TASK GOAL
Please show every line in the entries below that includes the word "roads".

RECORDED DATA
# # #

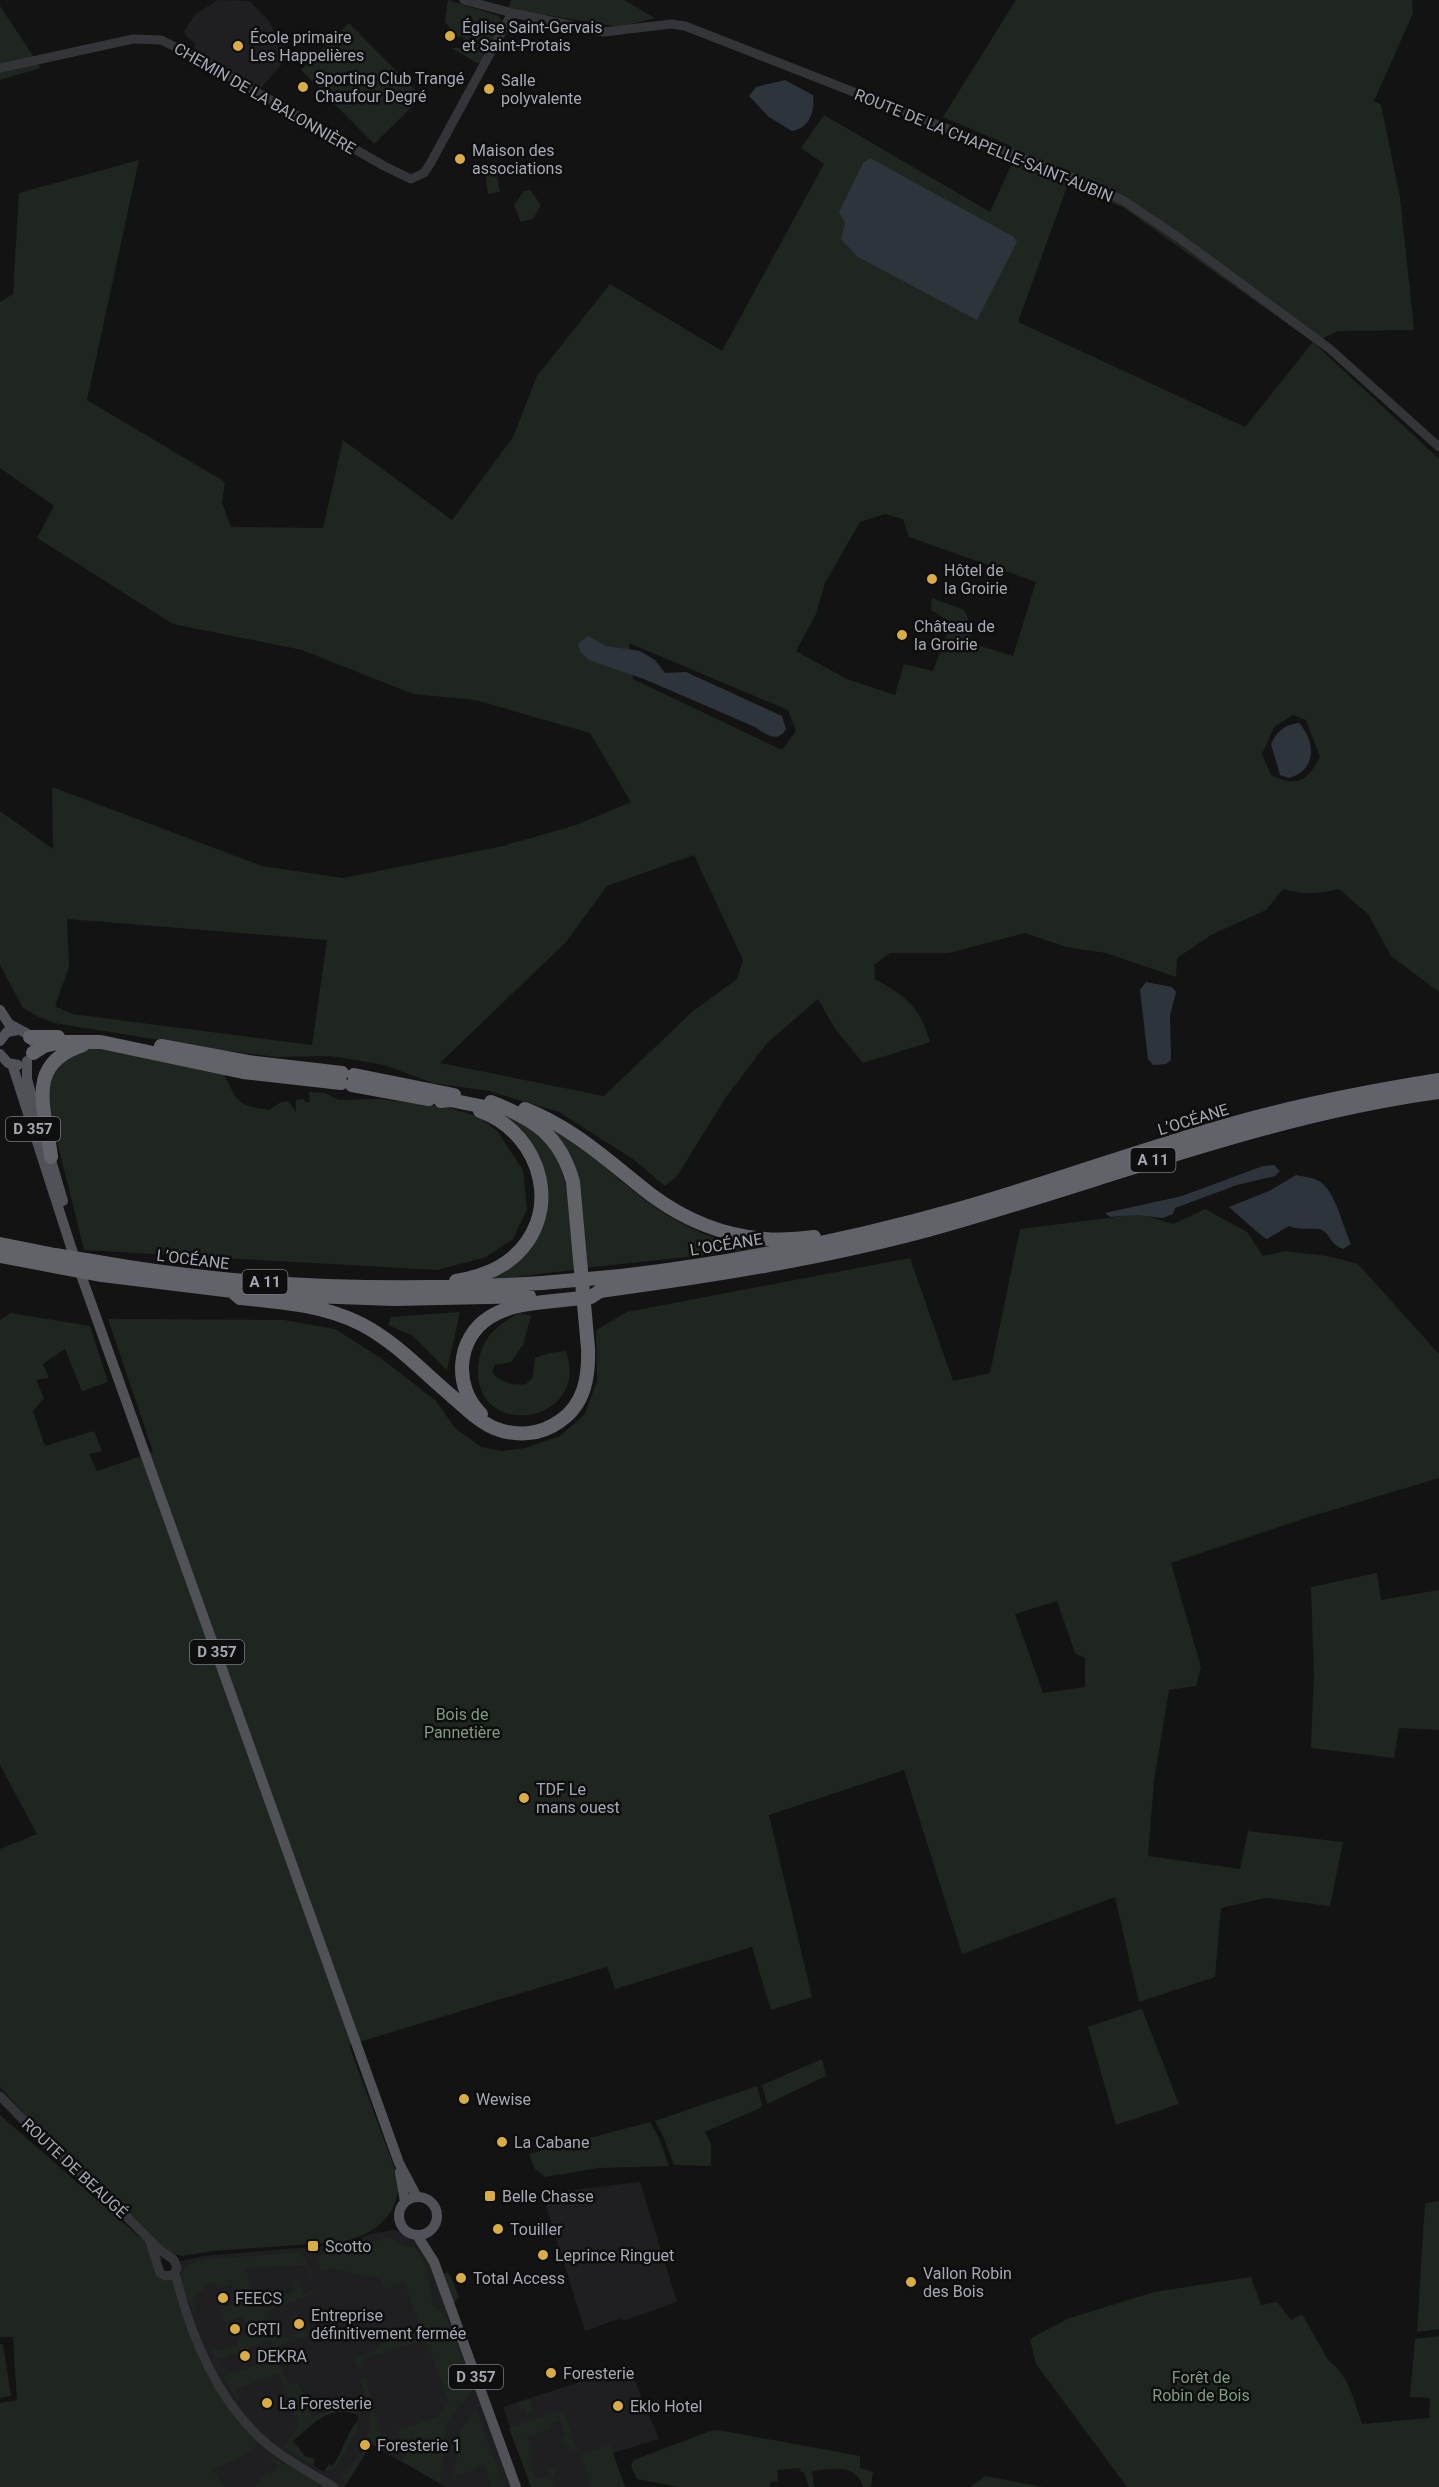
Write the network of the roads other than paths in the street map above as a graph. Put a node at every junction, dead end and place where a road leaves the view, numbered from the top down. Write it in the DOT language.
graph roads {
  1 [pos="464,0"];
  2 [pos="512,13"];
  3 [pos="0,69"];
  4 [pos="1439,447"];
  5 [pos="0,1010"];
  6 [pos="18,1030"];
  7 [pos="30,1037"];
  8 [pos="0,1039"];
  9 [pos="101,1042"];
  10 [pos="0,1054"];
  11 [pos="30,1057"];
  12 [pos="12,1064"];
  13 [pos="304,1074"];
  14 [pos="1439,1080"];
  15 [pos="410,1091"];
  16 [pos="1439,1092"];
  17 [pos="441,1101"];
  18 [pos="491,1102"];
  19 [pos="51,1157"];
  20 [pos="907,1223"];
  21 [pos="0,1244"];
  22 [pos="0,1256"];
  23 [pos="57,1261"];
  24 [pos="80,1268"];
  25 [pos="100,1268"];
  26 [pos="621,1282"];
  27 [pos="422,1288"];
  28 [pos="233,1292"];
  29 [pos="543,1293"];
  30 [pos="0,2096"];
  31 [pos="399,2163"];
  32 [pos="417,2197"];
  33 [pos="405,2202"];
  34 [pos="430,2230"];
  35 [pos="417,2235"];
  36 [pos="149,2240"];
  37 [pos="170,2258"];
  38 [pos="434,2262"];
  39 [pos="159,2264"];
  40 [pos="175,2273"];
  41 [pos="165,2276"];
  42 [pos="181,2298"];
  43 [pos="334,2487"];
  44 [pos="516,2487"];
  1 -- 2 [label="street"];
  2 -- 3 [label="street, CHEMIN DE LA BALONNIÈRE"];
  2 -- 4 [label="street, ROUTE DE LA CHAPELLE-SAINT-AUBIN"];
  5 -- 6 [label="main road"];
  6 -- 7 [label="main road"];
  6 -- 8 [label="main road"];
  7 -- 11 [label="main road"];
  7 -- 13 [label="highway"];
  9 -- 11 [label="highway"];
  9 -- 13 [label="highway"];
  9 -- 19 [label="highway"];
  10 -- 12 [label="main road"];
  11 -- 12 [label="main road"];
  11 -- 19 [label="main road, D 357"];
  12 -- 24 [label="main road, D 357"];
  13 -- 15 [label="highway"];
  14 -- 20 [label="highway, L’OCÉANE / A 11"];
  15 -- 17 [label="highway"];
  15 -- 18 [label="highway"];
  16 -- 26 [label="highway, L’OCÉANE / A 11"];
  17 -- 27 [label="highway"];
  17 -- 29 [label="highway"];
  18 -- 20 [label="highway"];
  18 -- 28 [label="highway"];
  19 -- 24 [label="main road, D 357"];
  20 -- 26 [label="highway, L’OCÉANE / A 11"];
  21 -- 23 [label="highway, L’OCÉANE / A 11"];
  22 -- 23 [label="highway, L’OCÉANE / A 11"];
  23 -- 25 [label="highway, L’OCÉANE / A 11, bridge"];
  24 -- 31 [label="main road, D 357"];
  25 -- 27 [label="highway, L’OCÉANE / A 11"];
  25 -- 28 [label="highway, L’OCÉANE / A 11"];
  26 -- 29 [label="highway, L’OCÉANE / A 11, bridge"];
  26 -- 29 [label="highway, L’OCÉANE / A 11"];
  27 -- 29 [label="highway, L’OCÉANE / A 11"];
  28 -- 29 [label="highway, L’OCÉANE / A 11"];
  30 -- 36 [label="street, ROUTE DE BEAUGÉ"];
  31 -- 32 [label="main road, D 357"];
  31 -- 33 [label="main road, D 357"];
  32 -- 33 [label="main road"];
  32 -- 34 [label="main road"];
  33 -- 35 [label="main road"];
  34 -- 35 [label="main road"];
  34 -- 38 [label="main road, D 357"];
  35 -- 38 [label="main road, D 357"];
  36 -- 37 [label="street, ROUTE DE BEAUGÉ"];
  36 -- 39 [label="street, ROUTE DE BEAUGÉ"];
  37 -- 39 [label="street"];
  37 -- 40 [label="street"];
  38 -- 44 [label="main road, D 357"];
  39 -- 41 [label="street"];
  40 -- 41 [label="street"];
  40 -- 42 [label="street"];
  41 -- 42 [label="street"];
  42 -- 43 [label="street"];
}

# # #

RESULT FOR THIS TASK
Write the network of the roads other than paths in the street map above as a graph. Put a node at every junction, dead end and place where a road leaves the view, numbered from the top down. Write it in the DOT language.
graph roads {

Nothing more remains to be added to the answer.